Kommentar
17. Oktober 2022

Gleichlauf von Aktien und Staatsanleihen dürfte bald enden

Das laufende Jahr ist dadurch gekennzeichnet, dass Aktien und Staatsanleihen, die normalerweise negativ korreliert sind, einen parallelen Abwärtstrend aufweisen. Während der DAX etwa im bisherigen Jahresverlauf 22% verloren hat, stehen deutsche Bundesanleihen mit 17% im Minus. Ähnlich sieht es beim S&P500 (-24%) und US-Treasuries aus (-14%). 

Verantwortlich für das gemeinsame Blutbad der beiden wichtigsten Assetklassen sind die Notenbanken. Sie haben die Inflationsrisiken zunächst unterschätzt und müssen jetzt kräftig gegensteuern. Zur Rückgewinnung ihrer Glaubwürdigkeit bleibt den Währungshütern nichts anderes übrig, als in einen Abschwung hinein kräftig die Leitzinsen anzuheben – auch auf die Gefahr hin, damit eine Rezession zu provozieren. 

Für Aktien ist diese Entwicklung aus zwei Gründen nachteilig. Zum einen sind steigende Zinsen ein struktureller Belastungsfaktor. Aktien verlieren dadurch an relativer Attraktivität gegenüber Anleihen und die künftigen Gewinne werden mit einem höheren Faktor abdiskontiert. Hinzu kommt zum anderen der zyklische Gegenwind. Die Rezessionsgefahren wirken sich negativ auf die Gewinnperspektiven aus und dämpfen den Risikoappetit. 

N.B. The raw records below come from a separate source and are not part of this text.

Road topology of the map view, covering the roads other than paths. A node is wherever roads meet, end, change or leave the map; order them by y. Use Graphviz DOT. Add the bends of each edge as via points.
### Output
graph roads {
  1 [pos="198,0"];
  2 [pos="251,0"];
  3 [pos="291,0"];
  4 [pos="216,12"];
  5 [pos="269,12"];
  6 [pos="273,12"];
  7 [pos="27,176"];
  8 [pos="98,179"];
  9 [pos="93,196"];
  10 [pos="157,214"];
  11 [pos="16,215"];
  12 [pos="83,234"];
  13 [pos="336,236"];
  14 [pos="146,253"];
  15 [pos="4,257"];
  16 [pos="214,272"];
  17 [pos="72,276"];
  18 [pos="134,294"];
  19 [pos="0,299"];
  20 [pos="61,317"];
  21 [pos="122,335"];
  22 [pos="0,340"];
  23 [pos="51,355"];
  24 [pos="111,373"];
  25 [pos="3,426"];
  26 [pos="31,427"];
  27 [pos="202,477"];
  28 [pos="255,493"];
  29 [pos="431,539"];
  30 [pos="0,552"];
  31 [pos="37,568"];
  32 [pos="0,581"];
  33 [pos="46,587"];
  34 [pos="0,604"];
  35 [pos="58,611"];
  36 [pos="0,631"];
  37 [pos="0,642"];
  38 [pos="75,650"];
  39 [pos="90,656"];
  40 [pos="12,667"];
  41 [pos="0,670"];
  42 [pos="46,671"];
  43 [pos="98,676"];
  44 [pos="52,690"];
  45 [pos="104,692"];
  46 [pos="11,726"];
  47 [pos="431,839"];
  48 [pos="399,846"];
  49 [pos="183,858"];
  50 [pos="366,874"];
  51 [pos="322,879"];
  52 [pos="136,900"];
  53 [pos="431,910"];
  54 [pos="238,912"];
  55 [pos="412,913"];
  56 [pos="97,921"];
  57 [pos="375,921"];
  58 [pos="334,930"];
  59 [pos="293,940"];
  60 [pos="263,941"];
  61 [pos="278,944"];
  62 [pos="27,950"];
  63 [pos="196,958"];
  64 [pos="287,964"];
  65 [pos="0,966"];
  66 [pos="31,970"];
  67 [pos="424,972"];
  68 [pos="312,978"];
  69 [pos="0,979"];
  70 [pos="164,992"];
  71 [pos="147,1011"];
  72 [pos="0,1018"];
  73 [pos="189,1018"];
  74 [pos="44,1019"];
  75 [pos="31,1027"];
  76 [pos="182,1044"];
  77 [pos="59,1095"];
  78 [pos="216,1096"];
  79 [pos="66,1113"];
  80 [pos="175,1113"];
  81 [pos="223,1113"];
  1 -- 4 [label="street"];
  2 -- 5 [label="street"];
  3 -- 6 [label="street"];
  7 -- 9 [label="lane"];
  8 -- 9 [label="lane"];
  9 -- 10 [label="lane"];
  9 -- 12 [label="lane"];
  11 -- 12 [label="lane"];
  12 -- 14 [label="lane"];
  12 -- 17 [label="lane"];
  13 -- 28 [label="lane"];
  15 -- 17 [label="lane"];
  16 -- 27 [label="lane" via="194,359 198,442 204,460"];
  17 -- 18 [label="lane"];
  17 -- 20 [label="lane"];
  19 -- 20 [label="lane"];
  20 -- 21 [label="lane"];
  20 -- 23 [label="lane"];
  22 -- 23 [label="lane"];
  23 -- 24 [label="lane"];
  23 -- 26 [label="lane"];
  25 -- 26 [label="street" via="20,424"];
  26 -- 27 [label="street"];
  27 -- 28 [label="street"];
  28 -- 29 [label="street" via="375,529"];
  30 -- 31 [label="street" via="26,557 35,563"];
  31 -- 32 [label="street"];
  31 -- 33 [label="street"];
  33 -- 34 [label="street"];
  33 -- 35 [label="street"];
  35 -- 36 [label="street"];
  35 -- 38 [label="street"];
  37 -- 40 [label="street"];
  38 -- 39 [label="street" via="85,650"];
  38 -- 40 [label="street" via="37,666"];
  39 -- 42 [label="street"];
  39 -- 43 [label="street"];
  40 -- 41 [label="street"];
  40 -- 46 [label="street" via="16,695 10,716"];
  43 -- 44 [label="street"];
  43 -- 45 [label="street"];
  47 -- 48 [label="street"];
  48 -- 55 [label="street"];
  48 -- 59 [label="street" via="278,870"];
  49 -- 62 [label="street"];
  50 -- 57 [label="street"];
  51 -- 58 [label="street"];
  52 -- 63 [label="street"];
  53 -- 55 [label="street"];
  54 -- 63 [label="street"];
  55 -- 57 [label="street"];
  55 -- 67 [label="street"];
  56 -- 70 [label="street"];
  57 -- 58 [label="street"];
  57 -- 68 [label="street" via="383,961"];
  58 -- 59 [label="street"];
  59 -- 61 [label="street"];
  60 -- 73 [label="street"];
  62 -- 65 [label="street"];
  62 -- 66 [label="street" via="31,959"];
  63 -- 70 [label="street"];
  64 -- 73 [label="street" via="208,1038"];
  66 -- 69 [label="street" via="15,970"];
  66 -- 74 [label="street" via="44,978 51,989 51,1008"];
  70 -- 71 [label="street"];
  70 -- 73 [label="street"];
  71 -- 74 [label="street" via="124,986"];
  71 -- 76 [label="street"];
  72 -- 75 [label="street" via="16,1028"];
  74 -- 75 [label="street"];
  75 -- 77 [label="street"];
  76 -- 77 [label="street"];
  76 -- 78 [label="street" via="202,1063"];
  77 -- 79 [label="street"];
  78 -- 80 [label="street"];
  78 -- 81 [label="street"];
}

Dass Staatsanleihen unter Druck stehen, scheint ohnehin auf der Hand zu liegen. Die aktuellen Renditen spiegeln die künftig erwarteten Leitzinsen wider. Wenn Letztere steigen, fallen die Kurse und drücken damit die Renditen nach oben. Auffallend ist jedoch, dass die Leitzinserwartungen zuletzt immer weiter aufwärts marschiert sind. Wurde in der Eurozone für Ende 2023 bis vor Kurzem noch ein Leitzinsniveau von lediglich 1,50% erwartet, sind es jetzt über 3,00%. Viele Investoren sind überzeugt davon, dass die Notenbanken nur so dem Inflationsproblem Herr werden. 

Mit Blick voraus stellen sich nunmehr zwei Fragen: Erstens: Wann erreichen die Leitzinserwartungen und damit die Renditen ihren Zenit? Zweitens: Hält der Gleichlauf zwischen Anleihen und Aktien auch bei veränderten Rahmenbedingungen an?

Was die erste Frage anbetrifft, gehen wir davon aus, dass der Renditehochpunkt in Reichweite liegt. Aus unserer Sicht werden die globalen Rezessionsrisiken derzeit unterschätzt. Wir rechnen sowohl in Europa als auch in den USA mit einem namhaften Wirtschaftseinbruch, der um den Jahreswechsel 2022/2023 klar zu Tage treten dürfte. Die Notenbanken werden in einem solchen Umfeld kein zusätzliches Öl ins Feuer giessen. Ab Ende 2022 sollten die Renditen daher auf einen Abwärtstrend einschwenken.  

Für Aktien folgt daraus, dass der strukturelle Gegenwind steigender Zinsen nachlässt. Im Gegenzug werden jedoch die zyklischen Belastungsfaktoren immer stärker. In einer Rezession lässt der Risikoappetit der Investoren weiter nach. Gleichzeitig werden die Unternehmensgewinne schrumpfen, was derzeit noch nicht ansatzweise eingepreist ist.

Alles in allem deutet sich in den kommenden Wochen ein markanter Wechsel des Umfelds an. Die Rezessionsrisiken werden immer stärker in den Vordergrund rücken, womit der Gleichlauf der Assetklassen endet. Während Staatsanleihen als Fluchtburg ein Comeback feiern, wird die Durstrecke der Risikoassets wie Aktien bis weit in das kommende Jahr hinein anhalten.